= Knut Gard =

Knut Einar Dag Gard (9 April 1905 – 29 March 1966) was a Norwegian dentist and organizational leader.

He was born in Stavanger as a son of Lieutenant Colonel Edw. Aug. Gundersen. He finished his secondary education in 1924 and finished officer's training. He was a Premier Lieutenant from 1927 and certified radio telegrapher from 1929. He spent the years 1929 to 1931 on whaling expedition in the Southern Sea. In 1934 he graduated from the Norwegian College of Odontology and started a career as a dentist in Drammen. In 1935 he moved to Oslo, and in 1936 he married dentist Liv Henriette Dunker Kjerulf.

He is best known as secretary-general of the Norwegian Dental Association from 1938 to his death. He was also a corresponding member of the Danish Dental Association from 1945, and later an honorary member of the American Dental Association, the Swedish Dental Society as well as their French, German, Austrian, Finnish and Irish counterparts. He was a board member of the FDI World Dental Federation from 1952, was vice president from 1958 and presided over the organization from 1965 to his death.

In the military, Gard was promoted to Captain in 1940. The same year Norway was occupied by Nazi Germany. In the early summer of 1941, 43 organizations endeavored to keep themselves from being usurped by the Nazis. Gard was involved in this so-called protest of the 43. Gard was arrested by the authorities in January 1942 and held in Grini concentration camp until the end of the month. In May 1943 he was arrested again, this time being moved from Grini to Schokken in June 1943. He was further imprisoned in Wollstein, Schildberg and Luckenwalde until the camps were liberated. He was decorated with the Defence Medal 1940–1945.
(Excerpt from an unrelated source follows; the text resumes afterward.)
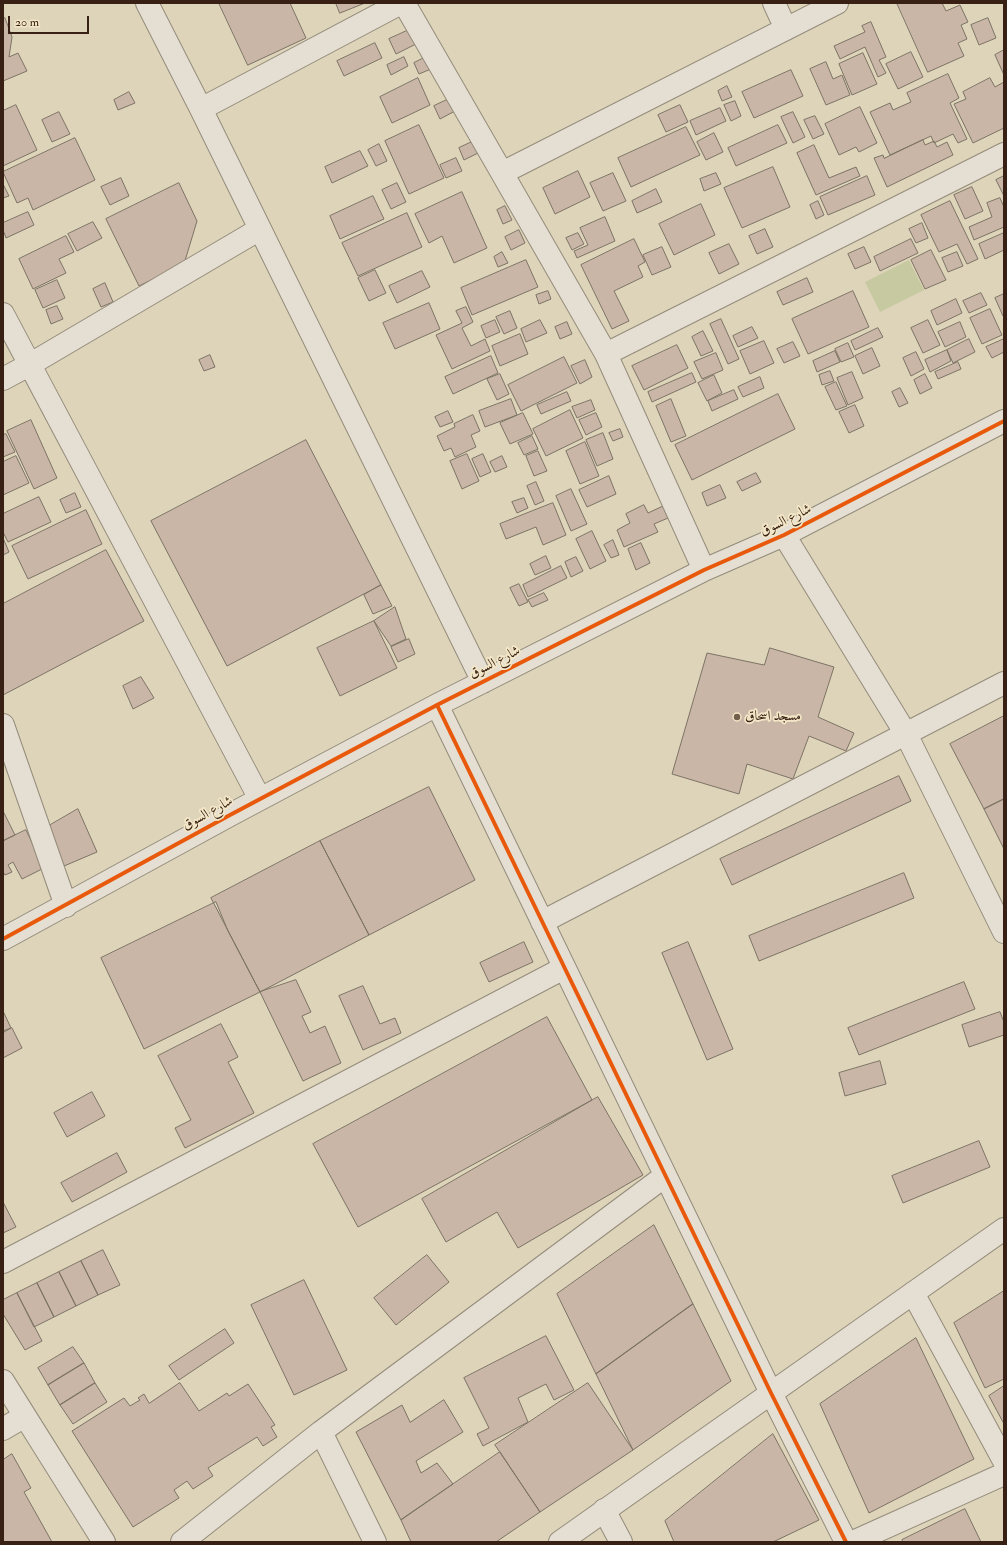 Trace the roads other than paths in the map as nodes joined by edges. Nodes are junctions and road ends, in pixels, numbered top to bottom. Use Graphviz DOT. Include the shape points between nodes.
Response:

He also co-founded Norsk Studentsamband in 1938 and Norsk Akademikersamband in 1952, and chaired the Norwegian Specialized Press Association. He was also a supervisory council member of Norsk Kollektiv Pensjonskasse. He died in March 1966 was buried from Frogner Church at Vestre gravlund, where the Norwegian Dental Association also raised a monument to him and his wife.